Così, ha avviato e impostato le riforme con alleati diversi. Il Jobs act e l’abolizione del Senato elettivo. Fino alla riforma elettorale. L’Italicum. Di cui è difficile delineare i contorni, dopo tante mediazioni e riscritture. Modellando, di volta in volta, maggioranze à la carte. Di volta in volta diverse, a seconda dei casi e degli obiettivi. Primo alleato: Berlusconi. Formalmente all’opposizione ma, puntualmente, a sostegno delle maggioranza, nelle occasioni che contano. Fino a ieri. Cioè, fino all’elezione del Presidente della Repubblica. Sergio Mattarella. Che non piace a Silvio Berlusconi. Per ragioni “storiche”, trattandosi di un “cattocomunista”. A suo tempo, ostile alla legge Mammì. Ma anche per ragioni “politiche” legate al presente. Anzi, al “momento”. Perché Renzi l’ha scelto senza consultarlo. Senza accordarsi con lui. E, in fondo, senza consultare nessuno. Così ha “liquefatto” ulteriormente Fi, Ncd e M5S. Ma ha riunito - e solidificato - il Pd. E la Sinistra, con cui il Pd si era alleato alle elezioni politiche del 2013.
Da ciò la differenza rispetto al 2013, quando l’elezione del Presidente aveva sancito l’impotenza del Pd e della sua leadership. Avviandone la crisi. La scelta di Mattarella, invece, oltre che al Paese, è utile a Renzi. Perché lo rafforza. Lo àncora alla storia politica del Centrosinistra, mentre lo disàncora da ogni alleanza stabile. Fuori e dentro il partito.
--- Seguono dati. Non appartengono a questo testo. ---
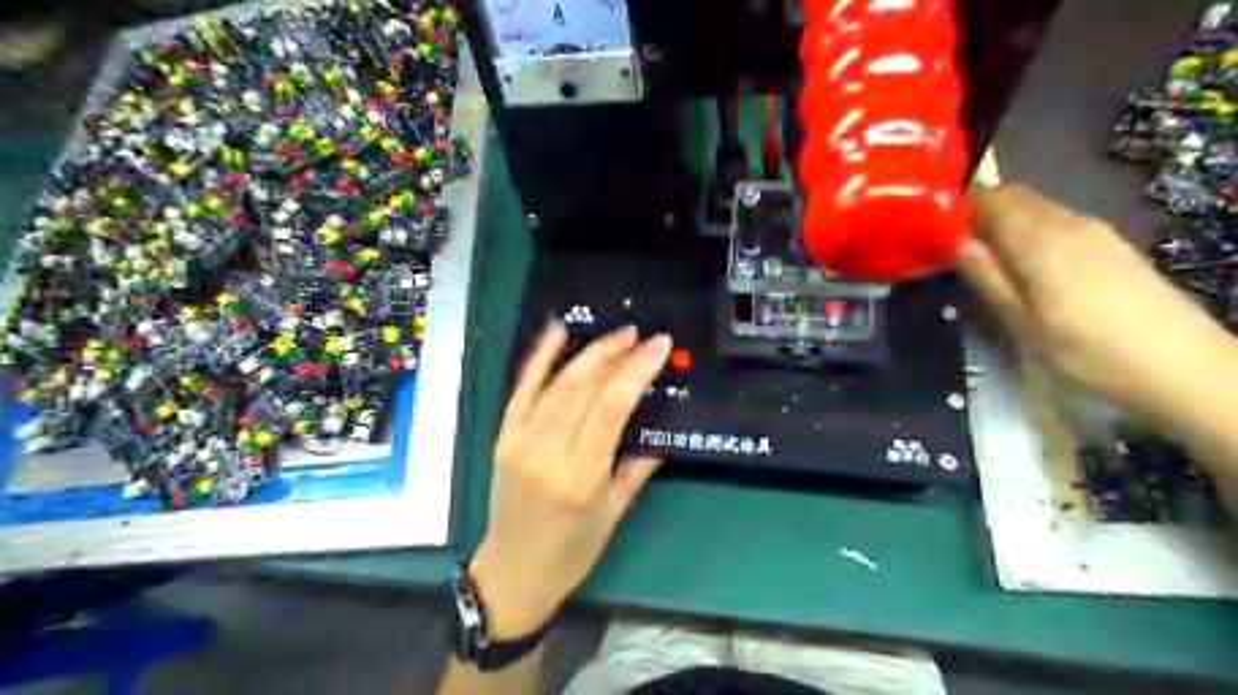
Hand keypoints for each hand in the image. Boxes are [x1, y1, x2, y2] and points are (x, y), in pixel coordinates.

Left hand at [470, 324, 673, 636]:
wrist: (512, 573)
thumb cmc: (571, 552)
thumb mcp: (614, 514)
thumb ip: (638, 467)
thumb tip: (662, 430)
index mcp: (581, 477)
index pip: (611, 409)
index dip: (636, 370)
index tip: (659, 345)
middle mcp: (548, 453)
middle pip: (585, 389)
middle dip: (617, 355)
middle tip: (642, 336)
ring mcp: (520, 441)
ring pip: (558, 384)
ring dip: (590, 354)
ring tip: (618, 335)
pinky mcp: (503, 437)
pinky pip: (521, 389)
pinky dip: (539, 357)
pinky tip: (558, 330)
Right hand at [957, 188, 1227, 408]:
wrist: (1179, 365)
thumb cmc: (1086, 349)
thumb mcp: (1022, 321)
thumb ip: (987, 276)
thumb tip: (954, 242)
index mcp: (1040, 239)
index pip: (991, 198)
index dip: (960, 204)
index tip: (934, 225)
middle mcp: (1068, 222)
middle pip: (1016, 197)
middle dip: (981, 211)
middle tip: (953, 243)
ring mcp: (1094, 231)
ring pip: (1038, 208)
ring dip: (1007, 222)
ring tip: (984, 256)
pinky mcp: (1110, 244)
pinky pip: (1058, 221)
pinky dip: (1031, 231)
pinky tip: (1026, 265)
Renzi: è il premier dei tempi liquidi. Un “premier liquido”. Capace di cambiare forma. E di adattarsi a un sistema politico liquefatto. Renzi. Solo e veloce. Senza veri amici (politici). Questa è la sua forza. Ma anche il suo problema. Perché non ha vincoli. Ma neppure appigli e approdi stabili. Non ha neppure futuro. In questi tempi liquidi: esiste solo il presente. Ogni giorno: un porto nuovo. Un equipaggio diverso. E nuove insidie, nuovi nemici. Il viaggio potrebbe diventare faticoso. E rischioso. Anche per un navigatore liquido.